Monastery information
- Order: Greek Orthodox

Site
- Location: Mount Athos Greece
- Coordinates: 40°11′34.02″N 24°19′7.70″E﻿ / ﻿40.1927833°N 24.3188056°E
- Public access: Men only

= Lakkoskiti =

Monastic community of Mt. Athos

Lakkoskiti (Σκήτη Αγίου Δημητρίου or Λακκοσκήτη, Schitul Lacu) is the short name of a small monastic village of no more than 15 houses consisting of the idiorrhythmic skete of Agiou Dimitriou tou Lakkou. It is situated in the north foothills of Mount Athos, in Greece, in the Morfonou River valley and surrounded by a forest of chestnut trees. The summit of Antiathonas (1042 m) is located southwest of the skete. Lakkoskiti is inhabited by Romanian monks.

Lakkoskiti belongs to Agiou Pavlou (Greek: Αγίου Παύλου, English: Saint Paul) Monastery. Spiritually, through its mother monastery, and like the entire Athos peninsula, it is under the jurisdiction of the Ecumenical Patriarchate of Constantinople.

== History ==
Very little is known about the history of Romanian Lakkoskiti. Monks were living there since the 10th century, belonging to the old Amalfinon Monastery which was soon abandoned and ruined, after the Schism between Eastern Orthodox and Western Roman Catholic Church in 1054 AD. In the 14th century some Serbs borrowed money from Vatopediou Monastery to revive the place but failed to pay it back. So later Vatopediou Monastery, after a deal with Agiou Pavlou Monastery, exchanged the land with other properties. Inscriptions of 1606 AD show that there were Slavs living there while in 1754 the monks are documented as Moldavians (from the Principality of Moldavia, one of the two predecessors of modern Romania). In 1760, Moldavian monk Daniel from Neamț Monastery organized it as Skete.

After the Greek Revolution of 1821 Moldavians and Wallachians (from the Principality of Wallachia, the other predecessors of modern Romania which eventually united with Moldavia) stopped coming to Greece, as the situation was dangerous, while older monks returned home or died. Later new monks started coming again and Lakkoskiti received up to 90 monks in 24 huts. A new wider Kyriako (central church) of Saint Demetrios was built on the expenses of monk Ioustinos, along with a second church at the cemetery and a water-mill. Although receiving ongoing financial assistance from their governments, the Moldavian and Wallachian monks managed to live in peace and harmony without causing any political or ethnic unrest.

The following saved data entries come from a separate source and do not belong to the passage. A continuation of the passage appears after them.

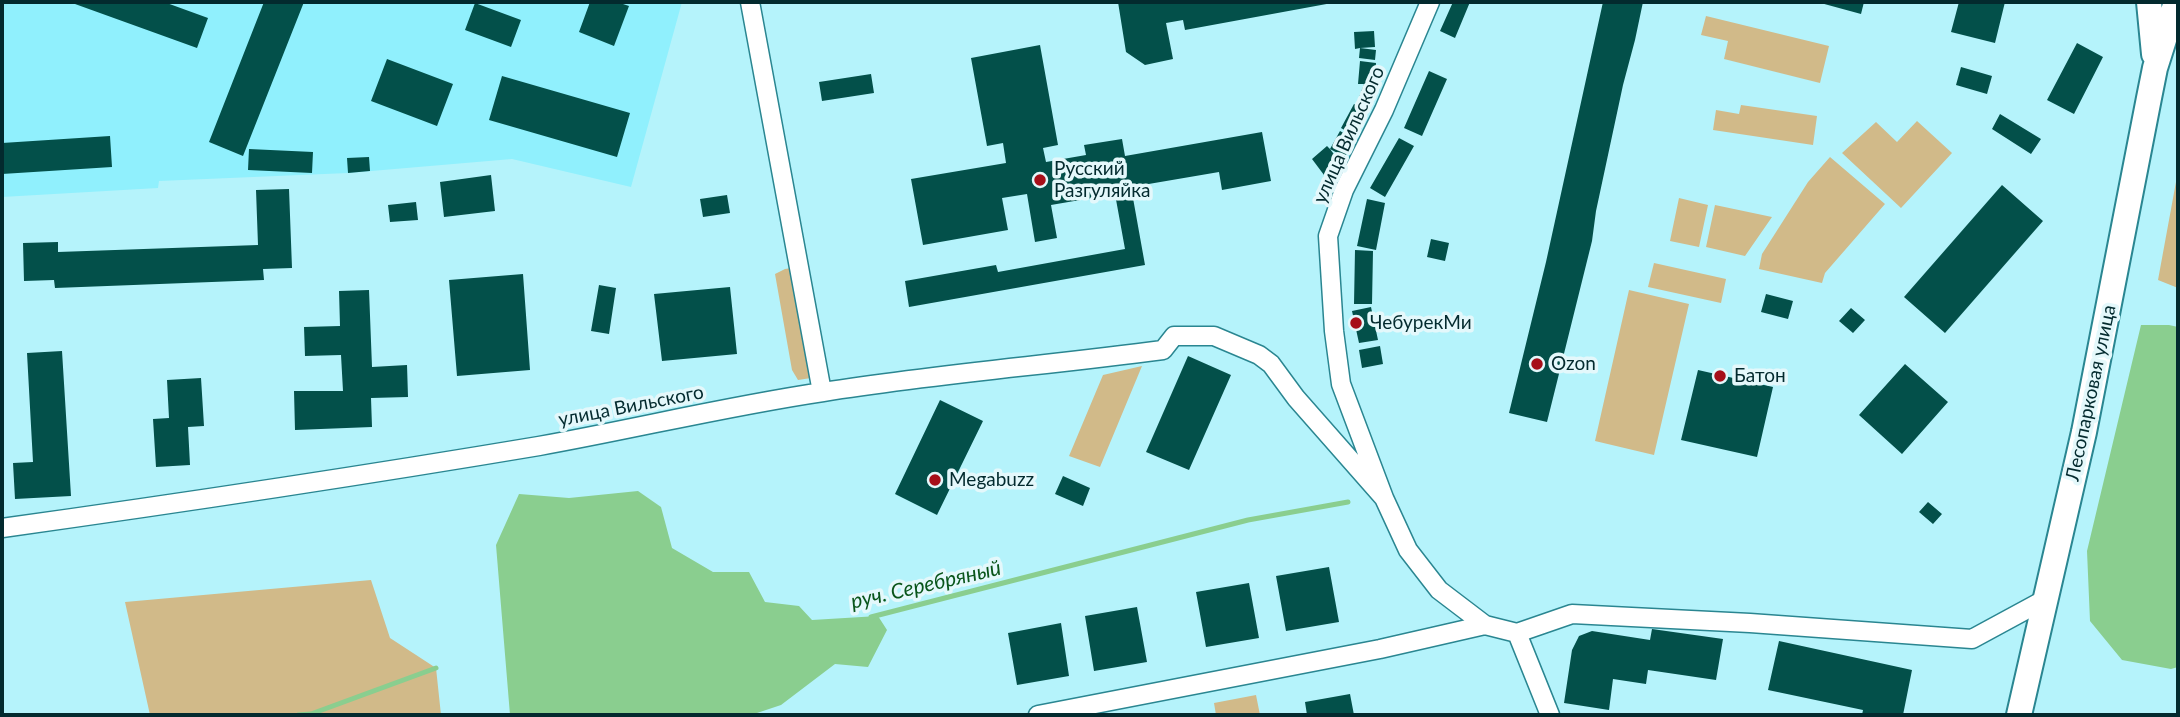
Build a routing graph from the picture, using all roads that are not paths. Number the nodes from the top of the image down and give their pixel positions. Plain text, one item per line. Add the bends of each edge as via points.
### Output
1 (750, 2) edge
2 (1430, 2) edge
3 (2149, 2) edge
4 (2176, 2) edge
5 (2155, 68) junction
6 (822, 392) junction
7 (1384, 498) junction
8 (2, 528) edge
9 (2044, 600) junction
10 (1485, 625) junction
11 (1517, 633) junction
12 (1038, 715) edge
13 (1550, 715) edge
14 (2019, 715) edge

1 - 6 street
2 - 7 street, улица Вильского via 1344,190 1328,236 1341,384
3 - 5 main road
4 - 5 main road
5 - 9 main road, Лесопарковая улица via 2090,404
6 - 7 street, улица Вильского via 1163,350 1174,336 1214,336 1271,364
6 - 8 street, улица Вильского via 514,450
7 - 10 street via 1408,550 1439,590
9 - 11 street via 1972,639 1572,614
9 - 14 main road, Лесопарковая улица
10 - 11 street
10 - 12 street
11 - 13 street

Lakkoskiti, being in a place hardly approachable, declined again slowly. In mid 1990s, when only one old monk was left, a new effort started with a new brotherhood, coming partially from the Romanian coenobitic Timiou Prodromou Skete and partially from Romania. Kyriakon and the huts were slowly rebuilt, the forest dirtroad was improved and more monks were added, under the guidance of geron Stefanos. As Lakkoskiti is far from the main roads, pilgrims-visitors are rare and the Romanian monks are really very attentive to them.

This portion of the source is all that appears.